**Work required:**
Scan the entries below line by line and state how many lines contain the string "Thohir", giving only the number.

**Information provided:**
=== Section Start ===
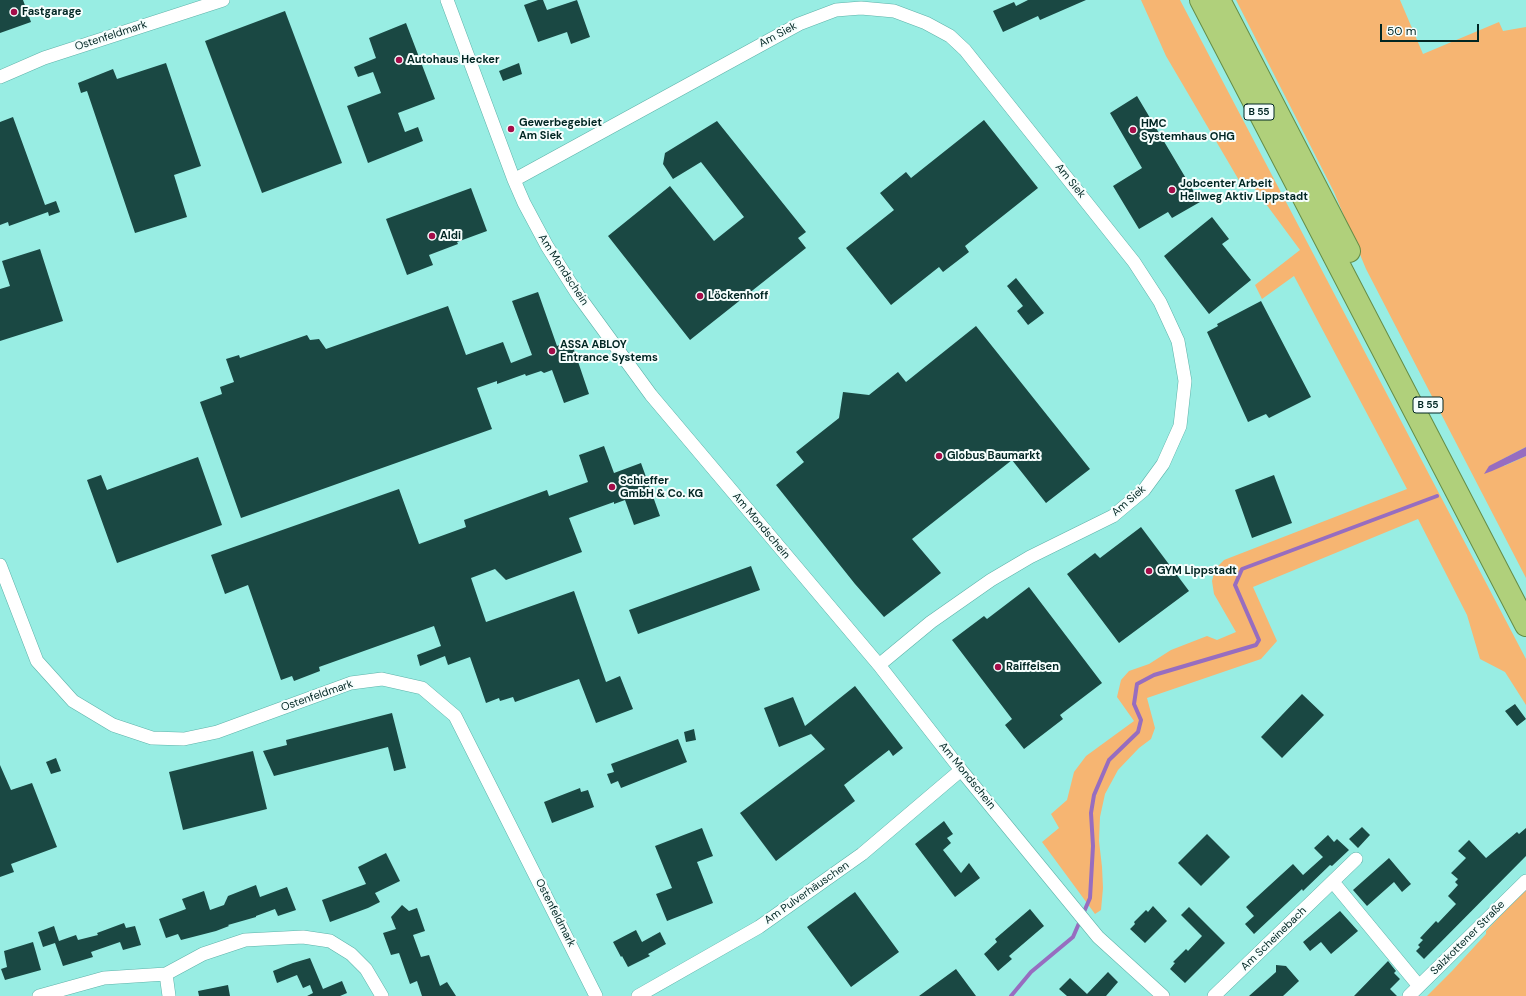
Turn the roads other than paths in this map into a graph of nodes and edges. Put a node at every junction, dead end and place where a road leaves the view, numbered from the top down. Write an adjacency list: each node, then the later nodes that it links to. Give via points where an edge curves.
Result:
1 (222, 0): 5 (street, Ostenfeldmark, via 44,58)
2 (447, 0): 6 (street, Am Mondschein)
3 (1201, 0): 9 (highway, B 55)
4 (1219, 0): 8 (highway, B 55)
5 (0, 77)
6 (514, 180): 10 (street, Am Mondschein, via 530,218 546,246 648,393); 10 (street, Am Siek, via 799,24 836,10 861,8 894,11 926,23 950,36 965,50 1134,262 1160,302 1178,341 1186,381 1180,426 1163,464 1144,490 1112,516 1030,557 991,580 931,622)
7 (0, 565): 20 (street, Ostenfeldmark, via 37,661 73,701 112,726 152,738 184,739 217,732 351,683 382,679 422,688 455,716)
8 (1526, 595)
9 (1526, 625)
10 (879, 665): 11 (street, Am Mondschein)
11 (962, 770): 21 (street, Am Pulverhäuschen, via 862,854 759,927); 22 (street, Am Mondschein, via 1098,937)
12 (1356, 859): 14 (street, Am Scheinebach)
13 (1526, 881): 16 (street, Salzkottener Straße)
14 (1333, 882): 16 (street); 23 (street, Am Scheinebach)
15 (166, 974): 17 (street, via 104,978); 18 (street); 19 (street, via 203,954 245,940 303,937 330,941 351,954 366,969)
16 (1419, 986): 24 (street, Salzkottener Straße)
17 (39, 996)
18 (169, 996)
19 (382, 996)
20 (596, 996)
21 (638, 996)
22 (1163, 996)
23 (1214, 996)
24 (1409, 996)

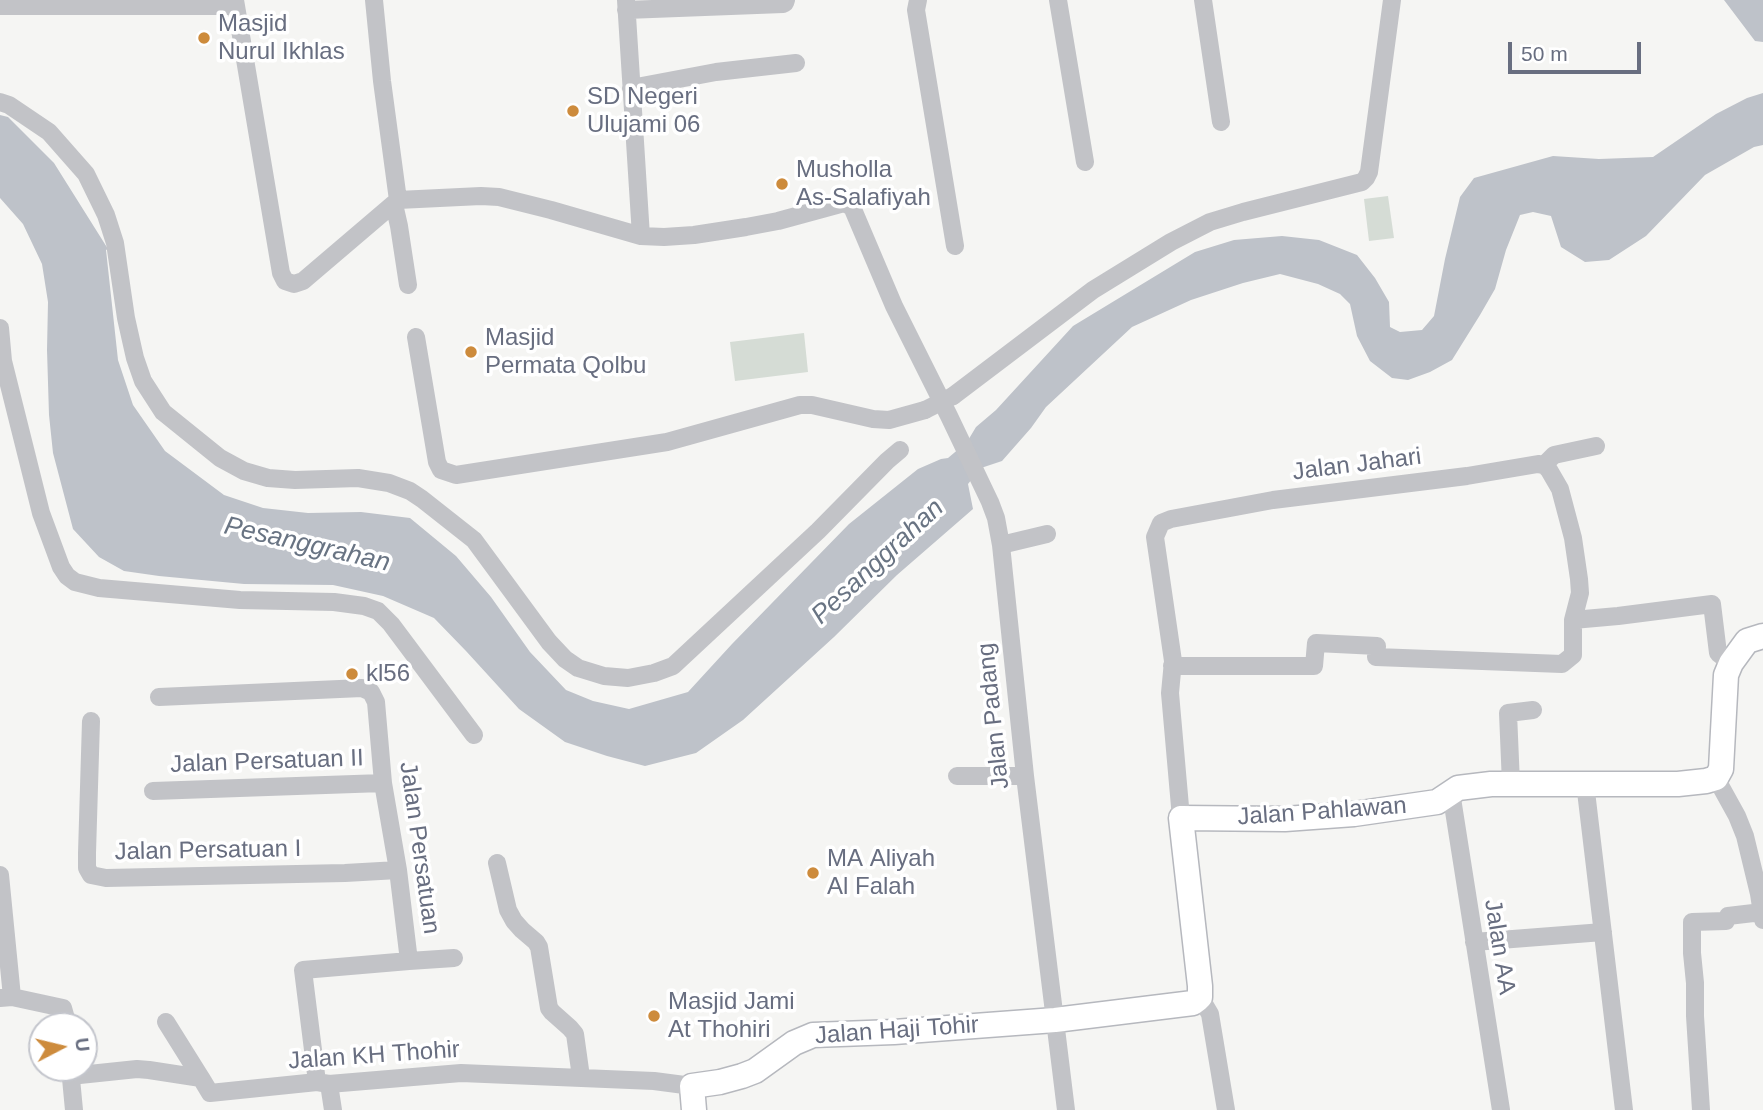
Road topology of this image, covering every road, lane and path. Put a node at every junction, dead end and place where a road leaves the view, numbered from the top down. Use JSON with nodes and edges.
{"nodes":[{"id":1,"x":374,"y":0,"type":"edge"},
{"id":2,"x":786,"y":0,"type":"edge"},
{"id":3,"x":918,"y":0,"type":"edge"},
{"id":4,"x":1058,"y":0,"type":"edge"},
{"id":5,"x":1203,"y":0,"type":"edge"},
{"id":6,"x":235,"y":3,"type":"edge"},
{"id":7,"x":1391,"y":3,"type":"edge"},
{"id":8,"x":626,"y":5,"type":"edge"},
{"id":9,"x":0,"y":6,"type":"edge"},
{"id":10,"x":796,"y":63,"type":"dead end"},
{"id":11,"x":631,"y":88,"type":"junction"},
{"id":12,"x":0,"y":102,"type":"edge"},
{"id":13,"x":1221,"y":122,"type":"dead end"},
{"id":14,"x":1085,"y":162,"type":"dead end"},
{"id":15,"x":396,"y":202,"type":"junction"},
{"id":16,"x":641,"y":236,"type":"junction"},
{"id":17,"x":955,"y":246,"type":"dead end"},
{"id":18,"x":408,"y":285,"type":"dead end"},
{"id":19,"x":0,"y":328,"type":"edge"},
{"id":20,"x":416,"y":337,"type":"dead end"},
{"id":21,"x":1596,"y":446,"type":"dead end"},
{"id":22,"x":900,"y":450,"type":"dead end"},
{"id":23,"x":1544,"y":465,"type":"junction"},
{"id":24,"x":1047,"y":534,"type":"dead end"},
{"id":25,"x":1001,"y":545,"type":"junction"},
{"id":26,"x":1573,"y":620,"type":"junction"},
{"id":27,"x":1763,"y":636,"type":"edge"},
{"id":28,"x":1731,"y":663,"type":"junction"},
{"id":29,"x":1172,"y":666,"type":"junction"},
{"id":30,"x":159,"y":697,"type":"dead end"},
{"id":31,"x":1533,"y":710,"type":"dead end"},
{"id":32,"x":91,"y":721,"type":"dead end"},
{"id":33,"x":474,"y":735,"type":"dead end"},
{"id":34,"x":957,"y":776,"type":"dead end"},
{"id":35,"x":1025,"y":776,"type":"junction"},
{"id":36,"x":1716,"y":778,"type":"junction"},
{"id":37,"x":383,"y":783,"type":"junction"},
{"id":38,"x":1585,"y":783,"type":"junction"},
{"id":39,"x":1511,"y":784,"type":"junction"},
{"id":40,"x":153,"y":791,"type":"dead end"},
{"id":41,"x":1451,"y":792,"type":"junction"},
{"id":42,"x":1181,"y":818,"type":"junction"},
{"id":43,"x":497,"y":863,"type":"dead end"},
{"id":44,"x":397,"y":870,"type":"junction"},
{"id":45,"x":0,"y":875,"type":"edge"},
{"id":46,"x":1762,"y":916,"type":"edge"},
{"id":47,"x":1604,"y":932,"type":"junction"},
{"id":48,"x":1474,"y":942,"type":"junction"},
{"id":49,"x":454,"y":958,"type":"dead end"},
{"id":50,"x":409,"y":961,"type":"junction"},
{"id":51,"x":1200,"y":997,"type":"junction"},
{"id":52,"x":6,"y":998,"type":"edge"},
{"id":53,"x":64,"y":1012,"type":"edge"},
{"id":54,"x":1055,"y":1020,"type":"junction"},
{"id":55,"x":166,"y":1022,"type":"dead end"},
{"id":56,"x":98,"y":1071,"type":"edge"},
{"id":57,"x":581,"y":1077,"type":"junction"},
{"id":58,"x":71,"y":1082,"type":"edge"},
{"id":59,"x":323,"y":1083,"type":"junction"},
{"id":60,"x":207,"y":1094,"type":"edge"},
{"id":61,"x":693,"y":1098,"type":"edge"},
{"id":62,"x":74,"y":1110,"type":"edge"},
{"id":63,"x":333,"y":1110,"type":"edge"},
{"id":64,"x":1066,"y":1110,"type":"edge"},
{"id":65,"x":1226,"y":1110,"type":"edge"},
{"id":66,"x":1501,"y":1110,"type":"edge"},
{"id":67,"x":1624,"y":1110,"type":"edge"},
{"id":68,"x":1701,"y":1110,"type":"edge"}],
"edges":[{"from":1,"to":15,"type":"street"},
{"from":2,"to":8,"type":"street"},
{"from":3,"to":17,"type":"street"},
{"from":4,"to":14,"type":"street"},
{"from":5,"to":13,"type":"street"},
{"from":6,"to":9,"type":"street"},
{"from":6,"to":15,"type":"street"},
{"from":7,"to":20,"type":"street","bridge":true},
{"from":8,"to":11,"type":"street"},
{"from":10,"to":11,"type":"street"},
{"from":11,"to":16,"type":"street"},
{"from":12,"to":22,"type":"street"},
{"from":15,"to":16,"type":"street"},
{"from":15,"to":18,"type":"street"},
{"from":16,"to":25,"type":"street","name":"Jalan Padang"},
{"from":19,"to":33,"type":"street"},
{"from":21,"to":23,"type":"street"},
{"from":23,"to":26,"type":"street"},
{"from":23,"to":29,"type":"street","name":"Jalan Jahari"},
{"from":24,"to":25,"type":"street"},
{"from":25,"to":35,"type":"street","name":"Jalan Padang"},
{"from":26,"to":28,"type":"street"},
{"from":26,"to":29,"type":"street"},
{"from":27,"to":28,"type":"street"},
{"from":28,"to":36,"type":"street"},
{"from":29,"to":42,"type":"street","name":"Jalan Jahari"},
{"from":30,"to":37,"type":"street","name":"Jalan Persatuan"},
{"from":31,"to":39,"type":"street"},
{"from":32,"to":44,"type":"street","name":"Jalan Persatuan I"},
{"from":34,"to":35,"type":"street"},
{"from":35,"to":54,"type":"street","name":"Jalan Padang"},
{"from":36,"to":38,"type":"street","name":"Jalan Pahlawan"},
{"from":36,"to":46,"type":"street"},
{"from":37,"to":40,"type":"street","name":"Jalan Persatuan II"},
{"from":37,"to":44,"type":"street","name":"Jalan Persatuan"},
{"from":38,"to":39,"type":"street","name":"Jalan Pahlawan"},
{"from":38,"to":47,"type":"street"},
{"from":39,"to":41,"type":"street","name":"Jalan Pahlawan"},
{"from":41,"to":42,"type":"street","name":"Jalan Pahlawan"},
{"from":41,"to":48,"type":"street","name":"Jalan AA"},
{"from":42,"to":51,"type":"street"},
{"from":43,"to":57,"type":"street"},
{"from":44,"to":50,"type":"street","name":"Jalan Persatuan"},
{"from":45,"to":52,"type":"street"},
{"from":46,"to":68,"type":"street"},
{"from":47,"to":48,"type":"street"},
{"from":47,"to":67,"type":"street"},
{"from":48,"to":66,"type":"street","name":"Jalan AA"},
{"from":49,"to":50,"type":"street"},
{"from":50,"to":59,"type":"street","name":"Jalan Persatuan"},
{"from":51,"to":54,"type":"street"},
{"from":51,"to":65,"type":"street"},
{"from":52,"to":53,"type":"street"},
{"from":54,"to":61,"type":"street","name":"Jalan Haji Tohir"},
{"from":54,"to":64,"type":"street"},
{"from":55,"to":60,"type":"street"},
{"from":56,"to":60,"type":"street","name":"Jalan KH Thohir"},
{"from":57,"to":59,"type":"street","name":"Jalan KH Thohir"},
{"from":57,"to":61,"type":"street","name":"Jalan KH Thohir"},
{"from":58,"to":62,"type":"street"},
{"from":59,"to":60,"type":"street","name":"Jalan KH Thohir"},
{"from":59,"to":63,"type":"street","name":"Jalan Persatuan"}]}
=== Section End ===
**Reply to the task:**
4